Task prompt — Find and copy every line in the records that includes the string "none".

--- START ---

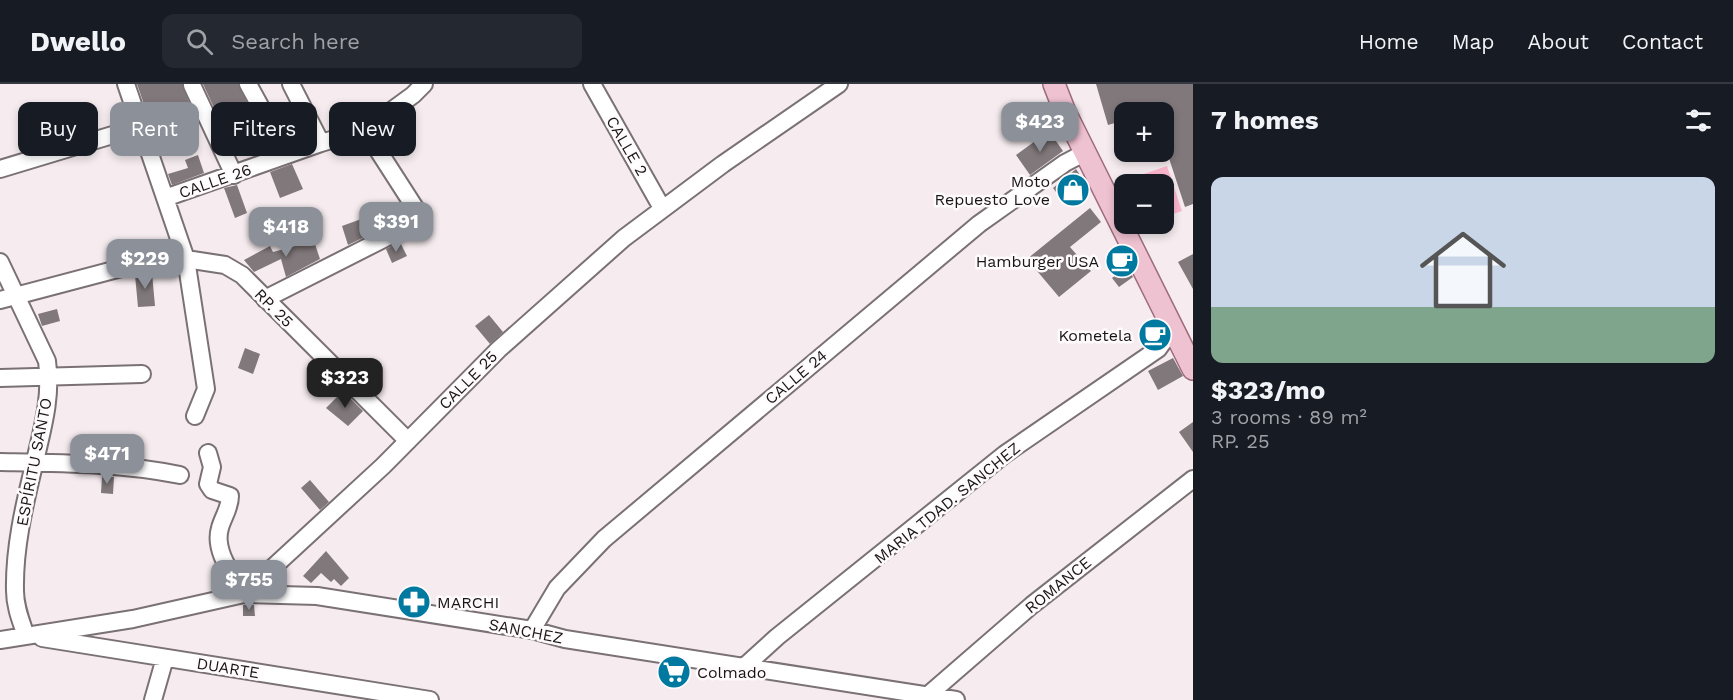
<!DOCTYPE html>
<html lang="en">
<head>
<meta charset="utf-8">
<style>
	body { margin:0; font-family:"Work Sans",sans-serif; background:#242831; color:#f1f3f6; height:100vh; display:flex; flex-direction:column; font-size:22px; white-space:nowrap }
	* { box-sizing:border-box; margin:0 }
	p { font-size:20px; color:#9ea1a6 }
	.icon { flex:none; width:33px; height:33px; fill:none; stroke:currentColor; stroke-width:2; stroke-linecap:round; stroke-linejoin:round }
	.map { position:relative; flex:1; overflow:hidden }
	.drawer { display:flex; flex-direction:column; background:#171b24; width:540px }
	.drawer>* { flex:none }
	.top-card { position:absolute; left:18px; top:18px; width:570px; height:54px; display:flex; gap:12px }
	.tools { position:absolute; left:1114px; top:18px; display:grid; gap:12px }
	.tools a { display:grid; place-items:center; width:60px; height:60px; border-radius:12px; background:#171b24; box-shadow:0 3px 9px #0003; font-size:30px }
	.price { position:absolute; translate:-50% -51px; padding:0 14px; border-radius:12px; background:#8c9099; color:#fff; font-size:20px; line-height:39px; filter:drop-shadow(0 2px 3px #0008) }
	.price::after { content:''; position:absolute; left:50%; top:36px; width:18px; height:14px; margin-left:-9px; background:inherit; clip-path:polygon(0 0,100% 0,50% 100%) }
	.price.selected { background:#222; color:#fff }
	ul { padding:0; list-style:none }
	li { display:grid; align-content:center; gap:12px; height:318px; padding:0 18px }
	li span { display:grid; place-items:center; height:186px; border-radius:12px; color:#555 }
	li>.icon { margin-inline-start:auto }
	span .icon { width:108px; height:108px; fill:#fffc; stroke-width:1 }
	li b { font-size:26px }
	h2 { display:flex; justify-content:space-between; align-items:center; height:72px; padding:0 18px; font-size:26px }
	.chip { padding:0 21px; border-radius:12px; background:#171b24; box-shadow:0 3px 9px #0003; font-size:21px; line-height:54px }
	.chip.selected { background:#8c9099; color:#fff }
	header { display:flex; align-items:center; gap:36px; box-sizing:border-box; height:84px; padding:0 30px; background:#171b24; border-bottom:2px solid #363941 }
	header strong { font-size:28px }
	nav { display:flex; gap:33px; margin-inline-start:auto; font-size:21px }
	.search { width:420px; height:54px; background:#242831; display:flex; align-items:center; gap:15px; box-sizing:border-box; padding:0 21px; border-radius:12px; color:#9ea1a6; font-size:22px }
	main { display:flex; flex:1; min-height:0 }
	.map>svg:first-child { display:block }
</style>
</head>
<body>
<header>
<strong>Dwello</strong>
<div class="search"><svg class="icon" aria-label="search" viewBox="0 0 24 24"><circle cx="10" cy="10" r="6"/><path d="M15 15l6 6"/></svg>Search here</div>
<nav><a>Home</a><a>Map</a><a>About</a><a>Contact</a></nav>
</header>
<main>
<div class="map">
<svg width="1193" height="616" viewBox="0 0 1193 616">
	<rect width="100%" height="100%" fill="#f6ecef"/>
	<path fill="#feb7ce" d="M1167,82L1182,127L1164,133V100H1141L1138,92Z"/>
	<path fill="#80787a" d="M137,0H182L192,26L170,33L172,38L169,39L174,56L158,61Z
		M203,0H238L249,23L238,27L235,20L215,26Z
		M1096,0H1193V120L1185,123L1164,59V24L1148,28H1125V36L1108,41Z
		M1049,47L1063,67L1030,91L1016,71Z
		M198,71L204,89L172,101L168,90L188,84L185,76Z
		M292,80L303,105L280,114L270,88Z
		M1076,85L1087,101L1064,119L1053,104Z
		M237,101L247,129L235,134L224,104Z
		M1090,124L1101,138L1070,163L1091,187L1059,213L1027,175Z
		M375,130L381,145L348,161L342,142Z
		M314,157L320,175L286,193L281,175L254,188L244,176L270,162L273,168Z
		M400,158L407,172L392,179L386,165Z
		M1193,170V205L1178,178Z
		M1128,182L1133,193L1119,203L1112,194Z
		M152,189L155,222L138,223L135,191Z
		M57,225L60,237L42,242L38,230Z
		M489,231L503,248L490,260L475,242Z
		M1156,240L1159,246L1149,257L1144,244Z
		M245,264L260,270L253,290L238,284Z
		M1173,274L1183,292L1158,306L1148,287Z
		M343,307L363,327L348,342L326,324Z
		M1193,338V368L1179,348Z
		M102,392L114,393L113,410L101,409Z
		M310,396L329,418L320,426L301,404Z
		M326,467L349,494L341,502L334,495L331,498L321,489L311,499L303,492Z
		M243,521H254L255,532H243Z"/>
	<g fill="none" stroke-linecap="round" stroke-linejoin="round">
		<g stroke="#7a7174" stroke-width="20">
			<path id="minor" d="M126,0L186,175L206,305L195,332
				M248,0L287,71
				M291,0L321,59
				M592,0L662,124
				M192,1L234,91
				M0,85L139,43
				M165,114L321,59L365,46L413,11L424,0
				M0,178L47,277C52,314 42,346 34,381C24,422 14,465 15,507C15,523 21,537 26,552
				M265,215L417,138L419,130L365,46
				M0,216L144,178L186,175L225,181L242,191L408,357
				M0,294L142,290
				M208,369L212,383L208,400L212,406L230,412C230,424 223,433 220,444C213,467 233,491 244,510L383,382L499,265L624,154L723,80L839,0
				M0,378C61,379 120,379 180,391
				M532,546L557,504L604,455L979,140L1065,79L1086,68
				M42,554L430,616
				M0,556L133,535L244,510L317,512L532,546L565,555L956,616
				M744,583L777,553L1005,370L1158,265L1166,254L1175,248
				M927,612L1032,521L1193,395
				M153,616L165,574"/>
		</g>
		<g stroke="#9d6b7c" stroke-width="24">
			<path id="major" d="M1054,0L1065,28L1193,285"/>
		</g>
		<use href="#minor" stroke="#fff" stroke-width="16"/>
		<use href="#major" stroke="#efc2d1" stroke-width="21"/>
	</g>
	<defs>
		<g id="shop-disc" transform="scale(1.725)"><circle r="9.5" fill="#0079a1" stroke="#fffbfc"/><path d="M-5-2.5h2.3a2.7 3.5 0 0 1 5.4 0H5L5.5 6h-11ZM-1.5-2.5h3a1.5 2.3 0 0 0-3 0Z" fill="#fff"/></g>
		<g id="cafe-disc" transform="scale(1.725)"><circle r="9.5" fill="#0079a1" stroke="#fffbfc"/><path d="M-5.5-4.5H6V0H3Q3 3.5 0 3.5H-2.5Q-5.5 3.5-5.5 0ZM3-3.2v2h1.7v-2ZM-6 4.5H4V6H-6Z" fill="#fff"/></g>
		<g id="pharmacy-disc" transform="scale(1.725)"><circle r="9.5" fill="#0079a1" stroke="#fffbfc"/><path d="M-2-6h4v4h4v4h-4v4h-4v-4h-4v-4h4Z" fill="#fff"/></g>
		<g id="supermarket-disc" transform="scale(1.725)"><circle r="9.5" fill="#0079a1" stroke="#fffbfc"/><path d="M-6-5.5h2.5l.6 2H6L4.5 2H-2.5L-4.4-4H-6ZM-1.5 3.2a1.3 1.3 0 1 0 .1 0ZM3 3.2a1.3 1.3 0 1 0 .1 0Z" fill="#fff"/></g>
	</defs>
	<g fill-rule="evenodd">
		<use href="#shop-disc" x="1073" y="106"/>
		<use href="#cafe-disc" x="1122" y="177"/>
		<use href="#cafe-disc" x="1155" y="251"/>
		<use href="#pharmacy-disc" x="414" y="518"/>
		<use href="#supermarket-disc" x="674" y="588"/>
	</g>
	<g text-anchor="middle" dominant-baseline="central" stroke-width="5" stroke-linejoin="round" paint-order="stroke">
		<g font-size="16" fill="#181516" stroke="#fffbfc">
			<text transform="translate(627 62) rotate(60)">CALLE 2</text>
			<text transform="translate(215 97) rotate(-19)">CALLE 26</text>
			<text transform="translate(274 224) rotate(45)">RP. 25</text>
			<text transform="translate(796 293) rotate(-40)">CALLE 24</text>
			<text transform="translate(468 296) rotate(-45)">CALLE 25</text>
			<text transform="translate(34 378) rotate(-79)">ESPÍRITU SANTO</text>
			<text transform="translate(947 419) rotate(-39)">MARIA TDAD. SANCHEZ</text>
			<text transform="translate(1058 501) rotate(-39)">ROMANCE</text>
			<text transform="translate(526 547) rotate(11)">SANCHEZ</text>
			<text transform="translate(228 584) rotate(9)">DUARTE</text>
		</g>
		<g font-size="16" fill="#181516" stroke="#fffbfc" text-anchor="end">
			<text x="1050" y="97">Moto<tspan x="1050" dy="18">Repuesto Love</tspan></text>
			<text x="1099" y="177">Hamburger USA</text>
			<text x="1132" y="251">Kometela</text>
			<text x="437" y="518" text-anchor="start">MARCHI</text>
			<text x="697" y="588" text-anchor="start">Colmado</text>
		</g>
	</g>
</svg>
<div class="tools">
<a>+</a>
<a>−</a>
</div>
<b class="price" style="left:1040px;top:69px">$423</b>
<b class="price" style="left:396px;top:169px">$391</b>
<b class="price" style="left:286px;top:174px">$418</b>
<b class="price" style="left:145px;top:206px">$229</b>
<b class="price selected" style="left:345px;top:325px">$323</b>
<b class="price" style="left:107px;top:401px">$471</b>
<b class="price" style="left:249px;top:527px">$755</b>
<div class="top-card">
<a class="chip">Buy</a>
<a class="chip selected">Rent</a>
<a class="chip">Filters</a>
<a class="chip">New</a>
</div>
</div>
<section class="drawer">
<h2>7 homes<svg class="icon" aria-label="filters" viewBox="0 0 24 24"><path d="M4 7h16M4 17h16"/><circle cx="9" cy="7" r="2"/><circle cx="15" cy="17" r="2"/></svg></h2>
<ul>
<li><span style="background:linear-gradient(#c9d6e8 70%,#7fa58c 0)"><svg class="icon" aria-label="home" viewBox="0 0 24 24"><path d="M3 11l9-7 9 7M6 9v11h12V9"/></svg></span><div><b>$323/mo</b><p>3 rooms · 89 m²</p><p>RP. 25</p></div></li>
</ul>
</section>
</main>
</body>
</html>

--- END ---

Result below —
	.icon { flex:none; width:33px; height:33px; fill:none; stroke:currentColor; stroke-width:2; stroke-linecap:round; stroke-linejoin:round }
	.drawer>* { flex:none }
	ul { padding:0; list-style:none }
	<g fill="none" stroke-linecap="round" stroke-linejoin="round">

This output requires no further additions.